Apr 3, 2013
Après la bataille d’Alexandrie
Article de Gianluca Solera
Traduction par Adeline Monnin
Photos de Paulina Raduchowska
Deux ans après la révolution, tout a recommencé à Alexandrie : le vendredi 25 janvier 2013, jour consacré à la prière, devait marquer le deuxième anniversaire de la révolution. Mais cette journée s’est transformée en un tourbillon de chaos et de violence, ce que nous appelons fawdha en arabe.
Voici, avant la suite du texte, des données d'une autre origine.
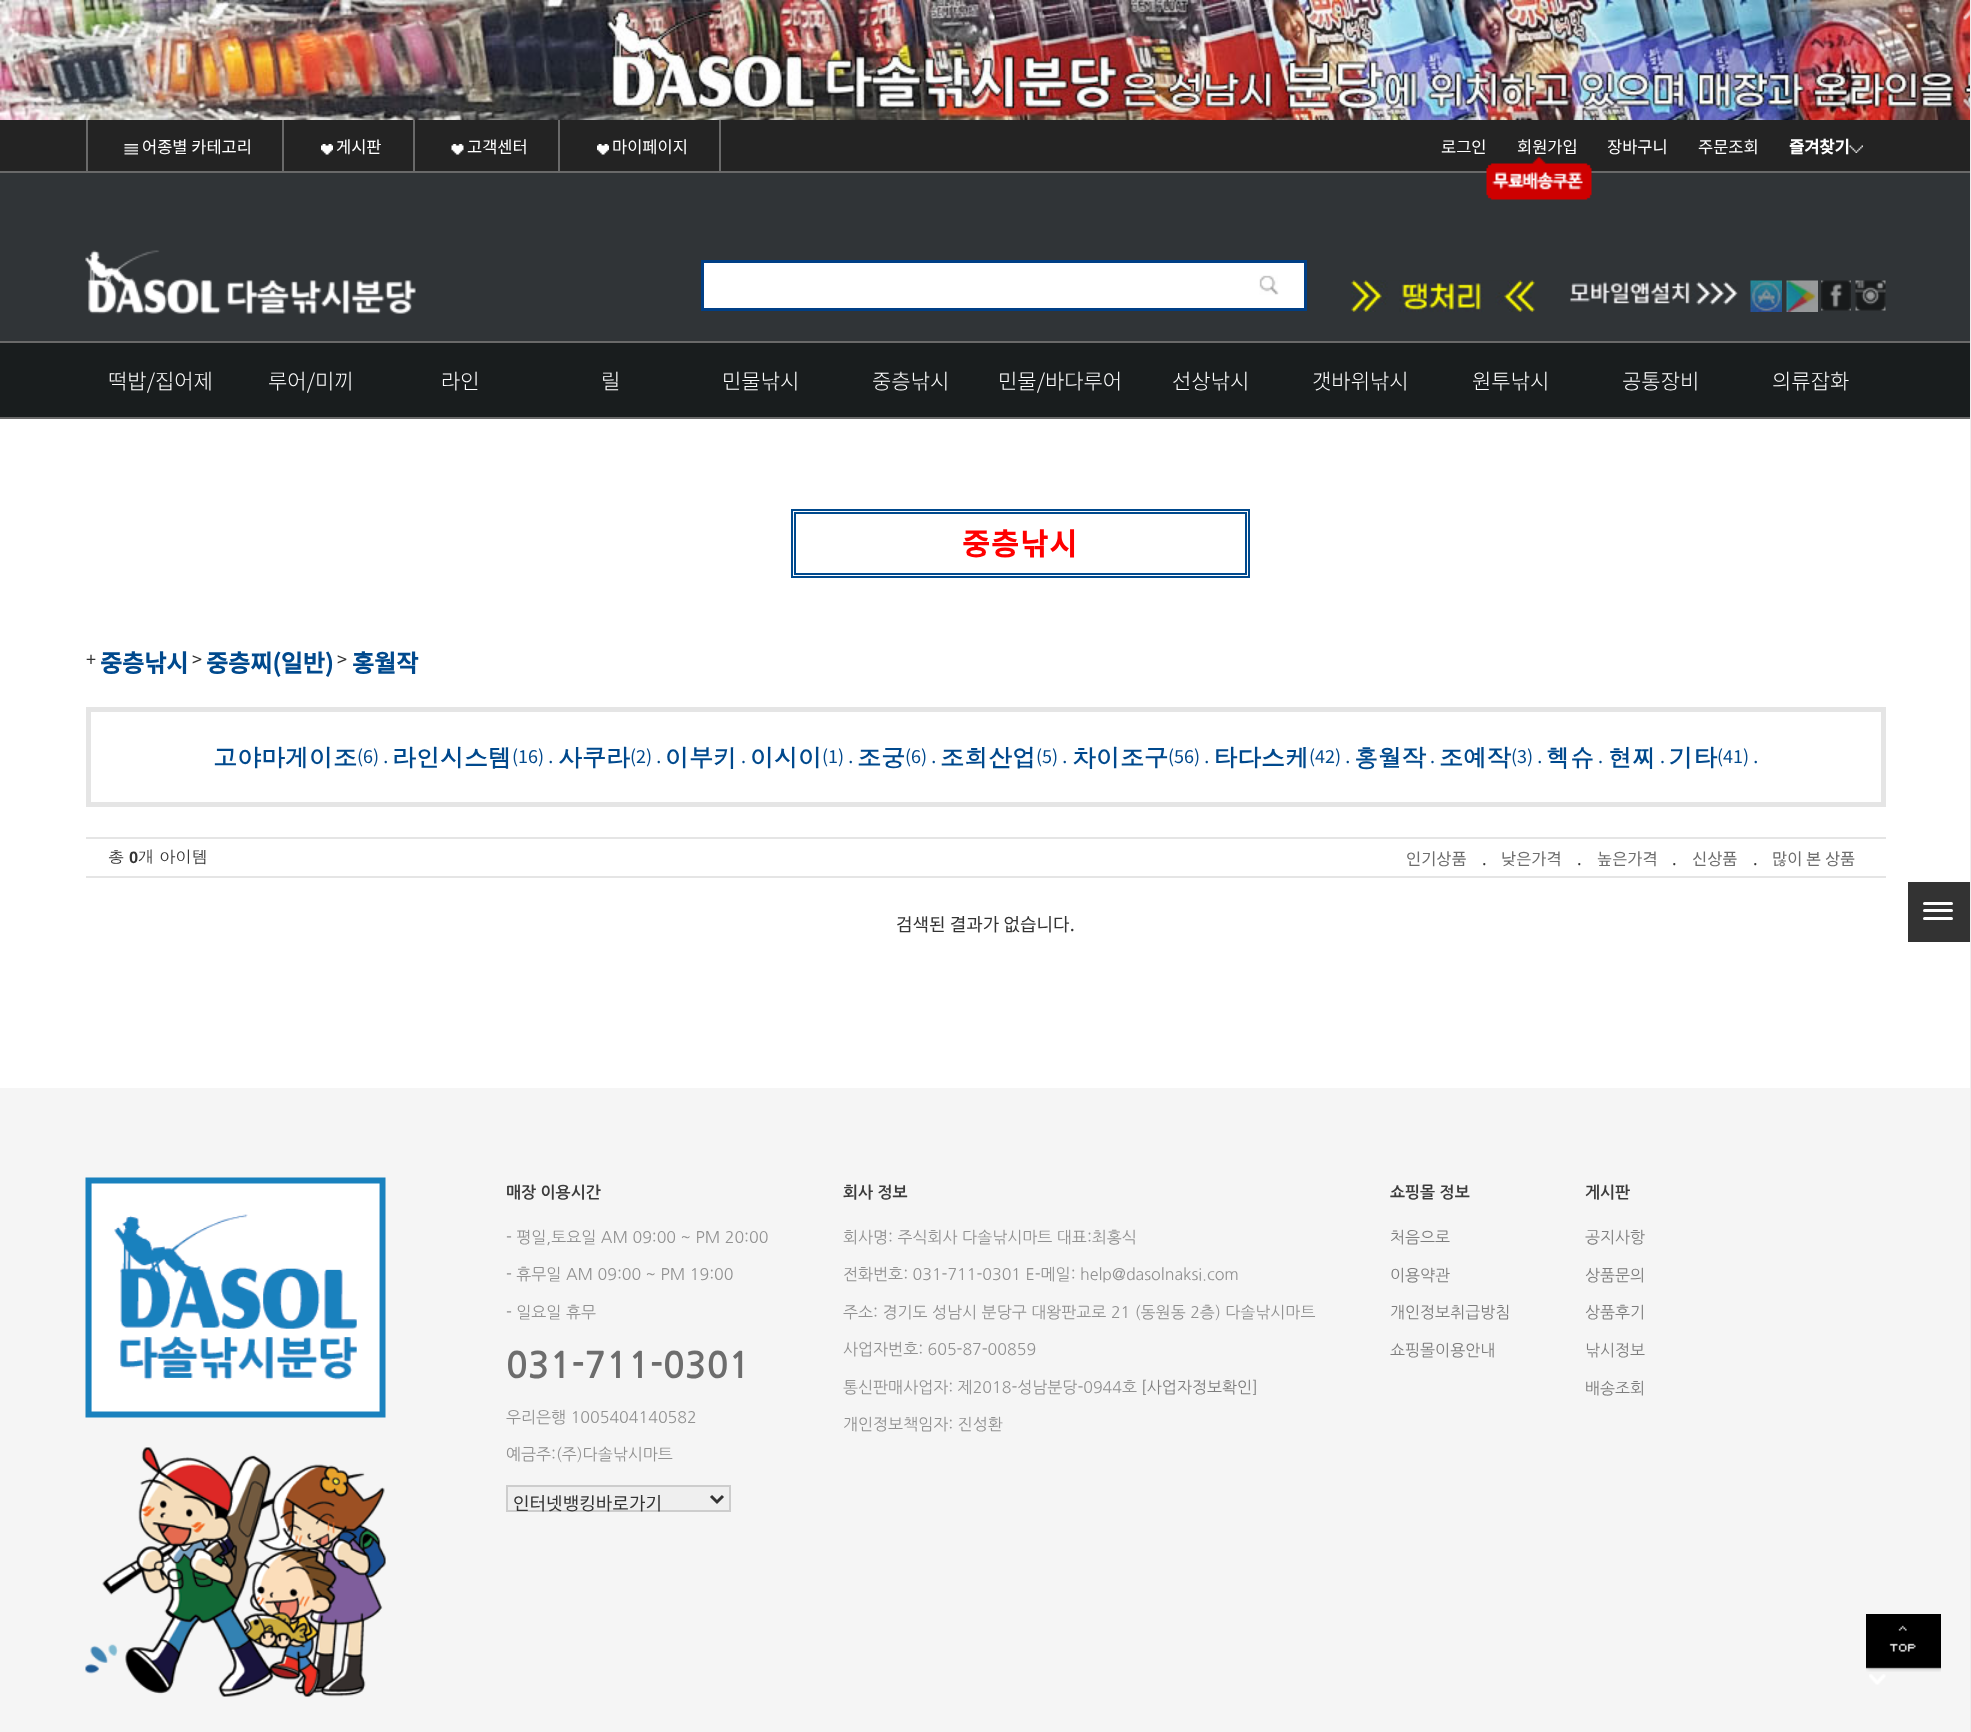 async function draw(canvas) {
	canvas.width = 1971;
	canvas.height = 1732;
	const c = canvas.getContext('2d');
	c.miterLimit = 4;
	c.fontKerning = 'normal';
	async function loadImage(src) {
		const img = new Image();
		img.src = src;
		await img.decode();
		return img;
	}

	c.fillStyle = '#fff';
	c.fillRect(0, 0, 1971, 1732);
	c.drawImage(await loadImage('img1.png'), 0, 0, 1970, 120);
	c.drawImage(await loadImage('img2.png'), 1963, 8, 7, 12);
	c.drawImage(await loadImage('img3.png'), 1963, 98, 7, 12);
	for (const [x, y, w, h, color] of [
		[0, 120, 1970, 51, '#232323'],
		[0, 171, 1971, 2, '#696969'],
		[282, 120, 2, 51, '#696969'],
		[86, 120, 2, 51, '#696969'],
	]) {
		c.fillStyle = color;
		c.fillRect(x, y, w, h);
	}
	c.drawImage(await loadImage('img4.png'), 124, 144, 14, 11);
	c.font = '16.5px Noto Sans KR';
	c.fillStyle = '#fff';
	c.fillText('어종별 카테고리', 142, 153);
	c.fillStyle = '#696969';
	c.fillRect(413, 120, 2, 51);
	c.drawImage(await loadImage('img5.png'), 321, 144, 12, 11);
	c.fillStyle = '#fff';
	c.fillText('게시판', 336, 153);
	c.fillStyle = '#696969';
	c.fillRect(558, 120, 2, 51);
	c.drawImage(await loadImage('img6.png'), 451, 144, 13, 11);
	c.fillStyle = '#fff';
	c.fillText('고객센터', 467, 153);
	c.fillStyle = '#696969';
	c.fillRect(719, 120, 2, 51);
	c.drawImage(await loadImage('img5.png'), 597, 144, 12, 11);
	c.fillStyle = '#fff';
	for (const [text, x, y] of [
		['마이페이지', 612, 153],
		['로그인', 1441, 153],
		['회원가입', 1517, 153],
	]) {
		c.fillText(text, x, y);
	}
	c.fillStyle = '#303437';
	c.fillRect(0, 173, 1970, 168);
	c.drawImage(await loadImage('img7.png'), 1486, 156, 106, 44);
	c.fillStyle = '#fff';
	c.fillText('장바구니', 1607, 153);
	c.fillText('주문조회', 1698, 153);
	c.font = 'bold 16.5px Noto Sans KR';
	c.fillText('즐겨찾기', 1789, 153);
	c.drawImage(await loadImage('img8.png'), 1849, 145, 14, 8);
	c.drawImage(await loadImage('img9.png'), 85, 250, 331, 64);
	c.beginPath();
	c.rect(702.5, 261.5, 603, 48);
	c.fill();
	c.strokeStyle = '#003f86';
	c.lineWidth = 3;
	c.stroke();
	c.drawImage(await loadImage('img10.png'), 1259, 275, 20, 20);
	c.drawImage(await loadImage('img11.png'), 1351, 280, 184, 32);
	c.drawImage(await loadImage('img12.png'), 1570, 281, 168, 24);
	c.drawImage(await loadImage('img13.png'), 1750, 280, 32, 32);
	c.drawImage(await loadImage('img14.png'), 1786, 280, 32, 32);
	c.drawImage(await loadImage('img15.png'), 1821, 280, 30, 31);
	c.drawImage(await loadImage('img16.png'), 1855, 280, 31, 31);
	for (const [x, y, w, h, color] of [
		[0, 343, 1970, 74, '#191d1e'],
		[0, 341, 1971, 2, '#696969'],
		[0, 417, 1971, 2, '#696969'],
	]) {
		c.fillStyle = color;
		c.fillRect(x, y, w, h);
	}
	c.font = '300 21px Noto Sans KR';
	c.fillStyle = '#fff';
	for (const [text, x, y] of [
		['떡밥/집어제', 108, 389],
		['루어/미끼', 268, 389],
		['라인', 441, 389],
		['릴', 601, 389],
		['민물낚시', 722, 389],
		['중층낚시', 872, 389],
		['민물/바다루어', 998, 389],
		['선상낚시', 1172, 389],
		['갯바위낚시', 1312, 389],
		['원투낚시', 1472, 389],
		['공통장비', 1622, 389],
		['의류잡화', 1772, 389],
	]) {
		c.fillText(text, x, y);
	}
	c.strokeStyle = '#00498d';
	c.lineWidth = 2;
	c.strokeRect(792, 510, 457, 67);
	c.strokeRect(795, 513, 451, 61);
	c.letterSpacing = '1.5px';
	c.font = 'bold 30px Noto Sans KR';
	c.fillStyle = '#f00';
	c.fillText('중층낚시', 962, 555);
	c.letterSpacing = '0px';
	c.font = '18px Noto Sans KR';
	c.fillStyle = '#333';
	c.fillText('+', 86, 666);
	c.font = 'bold 24px Noto Sans KR';
	c.fillStyle = '#00498d';
	c.fillText('중층낚시', 100, 672);
	c.font = '18px Noto Sans KR';
	c.fillStyle = '#333';
	c.fillText('>', 192, 666);
	c.font = 'bold 24px Noto Sans KR';
	c.fillStyle = '#00498d';
	c.fillText('중층찌(일반)', 206, 672);
	c.font = '18px Noto Sans KR';
	c.fillStyle = '#333';
	c.fillText('>', 337, 666);
	c.font = 'bold 24px Noto Sans KR';
	c.fillStyle = '#00498d';
	c.fillText('홍월작', 352, 672);
	c.strokeStyle = '#e5e5e5';
	c.lineWidth = 5;
	c.strokeRect(88.5, 709.5, 1795, 95);
	c.font = 'bold 24px Dotum';
	c.fillText('고야마게이조', 213, 767);
	c.font = '18px Noto Sans KR';
	c.fillText('(6) .', 357, 763);
	c.font = 'bold 24px Dotum';
	c.fillText('라인시스템', 392, 767);
	c.font = '18px Noto Sans KR';
	c.fillText('(16) .', 512, 763);
	c.font = 'bold 24px Dotum';
	c.fillText('사쿠라', 558, 767);
	c.font = '18px Noto Sans KR';
	c.fillText('(2) .', 630, 763);
	c.font = 'bold 24px Dotum';
	c.fillText('이부키', 665, 767);
	c.font = '18px Noto Sans KR';
	c.fillText('.', 741, 763);
	c.font = 'bold 24px Dotum';
	c.fillText('이시이', 750, 767);
	c.font = '18px Noto Sans KR';
	c.fillText('(1) .', 822, 763);
	c.font = 'bold 24px Dotum';
	c.fillText('조궁', 857, 767);
	c.font = '18px Noto Sans KR';
	c.fillText('(6) .', 905, 763);
	c.font = 'bold 24px Dotum';
	c.fillText('조희산업', 940, 767);
	c.font = '18px Noto Sans KR';
	c.fillText('(5) .', 1036, 763);
	c.font = 'bold 24px Dotum';
	c.fillText('차이조구', 1072, 767);
	c.font = '18px Noto Sans KR';
	c.fillText('(56) .', 1168, 763);
	c.font = 'bold 24px Dotum';
	c.fillText('타다스케', 1213, 767);
	c.font = '18px Noto Sans KR';
	c.fillText('(42) .', 1309, 763);
	c.font = 'bold 24px Dotum';
	c.fillText('홍월작', 1354, 767);
	c.font = '18px Noto Sans KR';
	c.fillText('.', 1430, 763);
	c.font = 'bold 24px Dotum';
	c.fillText('조예작', 1439, 767);
	c.font = '18px Noto Sans KR';
	c.fillText('(3) .', 1511, 763);
	c.font = 'bold 24px Dotum';
	c.fillText('헥슈', 1546, 767);
	c.font = '18px Noto Sans KR';
	c.fillText('.', 1598, 763);
	c.font = 'bold 24px Dotum';
	c.fillText('현찌', 1608, 767);
	c.font = '18px Noto Sans KR';
	c.fillText('.', 1660, 763);
	c.font = 'bold 24px Dotum';
	c.fillText('기타', 1669, 767);
	c.font = '18px Noto Sans KR';
	c.fillText('(41) .', 1717, 763);
	c.fillStyle = '#e5e5e5';
	c.fillRect(86, 837, 1800, 2);
	c.fillRect(86, 876, 1800, 2);
	c.font = '16.5px Dotum';
	c.fillStyle = '#333';
	c.fillText('총', 108, 863);
	c.font = 'bold 16.5px Liberation Sans';
	c.fillText('0', 129, 863);
	c.wordSpacing = '-1px';
	c.font = '16.5px Dotum';
	c.fillText('개 아이템', 138, 863);
	c.wordSpacing = '0px';
	c.font = '16.5px Noto Sans KR';
	c.fillStyle = '#6d6d6d';
	c.fillText('인기상품', 1406, 865);
	c.fillStyle = '#333';
	c.fillText('.', 1482, 865);
	c.fillStyle = '#6d6d6d';
	c.fillText('낮은가격', 1501, 865);
	c.fillStyle = '#333';
	c.fillText('.', 1577, 865);
	c.fillStyle = '#6d6d6d';
	c.fillText('높은가격', 1597, 865);
	c.fillStyle = '#333';
	c.fillText('.', 1672, 865);
	c.fillStyle = '#6d6d6d';
	c.fillText('신상품', 1692, 865);
	c.fillStyle = '#333';
	c.fillText('.', 1753, 865);
	c.fillStyle = '#6d6d6d';
	c.fillText('많이 본 상품', 1772, 865);
	c.font = '18px Noto Sans KR';
	c.fillStyle = '#333';
	c.fillText('검색된 결과가 없습니다.', 896, 931);
	c.fillStyle = '#f5f5f5';
	c.fillRect(0, 1088, 1970, 644);
	c.drawImage(await loadImage('img17.png'), 1866, 1614, 75, 58);
	c.drawImage(await loadImage('img18.png'), 1869, 1674, 17, 11);
	c.fillStyle = '#eee';
	c.fillRect(1970, 0, 1, 1732);
	c.fillStyle = '#333';
	c.fillRect(1908, 882, 62, 60);
	c.fillStyle = '#fff';
	c.beginPath();
	c.roundRect(1923, 909, 30, 3, 1.5);
	c.fill();
	c.beginPath();
	c.roundRect(1923, 902, 30, 3, 1.5);
	c.fill();
	c.beginPath();
	c.roundRect(1923, 917, 30, 3, 1.5);
	c.fill();
	c.drawImage(await loadImage('img19.png'), 85, 1177, 301, 241);
	c.drawImage(await loadImage('img20.png'), 85, 1447, 301, 250);
	c.font = 'bold 16px NanumGothic';
	c.fillStyle = '#3c3c3c';
	c.fillText('매장 이용시간', 506, 1198);
	c.font = '16px NanumGothic';
	c.fillStyle = '#919191';
	for (const [text, x, y] of [
		['- 평일,토요일 AM 09:00 ~ PM 20:00', 506, 1243],
		['- 휴무일 AM 09:00 ~ PM 19:00', 506, 1280],
		['- 일요일 휴무', 506, 1318],
	]) {
		c.fillText(text, x, y);
	}
	c.font = 'bold 36px NanumGothic';
	c.fillStyle = '#6d6d6d';
	c.fillText('031-711-0301', 506, 1378);
	c.font = '16px NanumGothic';
	c.fillStyle = '#919191';
	c.fillText('우리은행 1005404140582', 506, 1423);
	c.fillText('예금주:(주)다솔낚시마트', 506, 1460);
	c.fillStyle = '#efefef';
	c.beginPath();
	c.rect(507, 1486, 223, 25);
	c.fill();
	c.strokeStyle = '#cdcdcd';
	c.lineWidth = 2;
	c.stroke();
	c.beginPath();
	c.moveTo(711, 1496);
	c.lineTo(717, 1502);
	c.lineTo(723, 1496);
	c.strokeStyle = '#333';
	c.lineWidth = 3;
	c.stroke();
	c.font = '18px Noto Sans KR';
	c.fillStyle = '#333';
	c.fillText('인터넷뱅킹바로가기', 513, 1510);
	c.font = 'bold 16px NanumGothic';
	c.fillStyle = '#3c3c3c';
	c.fillText('회사 정보', 843, 1198);
	c.font = '16px NanumGothic';
	c.fillStyle = '#919191';
	for (const [text, x, y] of [
		['회사명: 주식회사 다솔낚시마트 대표:최홍식', 843, 1243],
		['전화번호: 031-711-0301 E-메일: help@dasolnaksi.com', 843, 1280],
		['주소: 경기도 성남시 분당구 대왕판교로 21 (동원동 2층) 다솔낚시마트', 843, 1318],
		['사업자번호: 605-87-00859', 843, 1355],
		['통신판매사업자: 제2018-성남분당-0944호', 843, 1393],
	]) {
		c.fillText(text, x, y);
	}
	c.fillStyle = '#7d7d7d';
	c.fillText('[사업자정보확인]', 1141, 1393);
	c.fillStyle = '#919191';
	c.fillText('개인정보책임자: 진성환', 843, 1430);
	c.font = 'bold 16px NanumGothic';
	c.fillStyle = '#3c3c3c';
	c.fillText('쇼핑몰 정보', 1390, 1198);
	c.font = '16px NanumGothic';
	c.fillStyle = '#7d7d7d';
	for (const [text, x, y] of [
		['처음으로', 1390, 1243],
		['이용약관', 1390, 1281],
		['개인정보취급방침', 1390, 1318],
		['쇼핑몰이용안내', 1390, 1356],
	]) {
		c.fillText(text, x, y);
	}
	c.font = 'bold 16px NanumGothic';
	c.fillStyle = '#3c3c3c';
	c.fillText('게시판', 1585, 1198);
	c.font = '16px NanumGothic';
	c.fillStyle = '#7d7d7d';
	for (const [text, x, y] of [
		['공지사항', 1585, 1243],
		['상품문의', 1585, 1281],
		['상품후기', 1585, 1318],
		['낚시정보', 1585, 1356],
		['배송조회', 1585, 1394],
	]) {
		c.fillText(text, x, y);
	}
}

draw(document.querySelector('canvas'));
À Alexandrie, les manifestants se sont battus sans interruption pendant douze heures, principalement en face du conseil local, le Maglis al-Mahalli, où siège le gouvernorat dont l’ancien quartier général a été entièrement ravagé par les flammes le 28 janvier 2011. La bataille a repris le lendemain en fin d’après-midi et la nuit de samedi a été le théâtre d’une véritable guérilla urbaine : réverbères éteints, poubelles en feu et asphalte recouvert de pierres. Le vendredi, les manifestants se sont comme d’habitude rassemblés vers la mosquée al-Qaïd Ibrahim, bâtiment élégamment pensé par Mario Rossi, un architecte italien, dans les années 1940. Un groupe comptant plus de quarante factions s’est dirigé vers la gare Sidi Gaber tandis qu’un autre est parti vers la place al-Mansheya, cœur cosmopolite d’Alexandrie. Le dernier groupe s’est arrêté devant le conseil local, après avoir longé la Corniche.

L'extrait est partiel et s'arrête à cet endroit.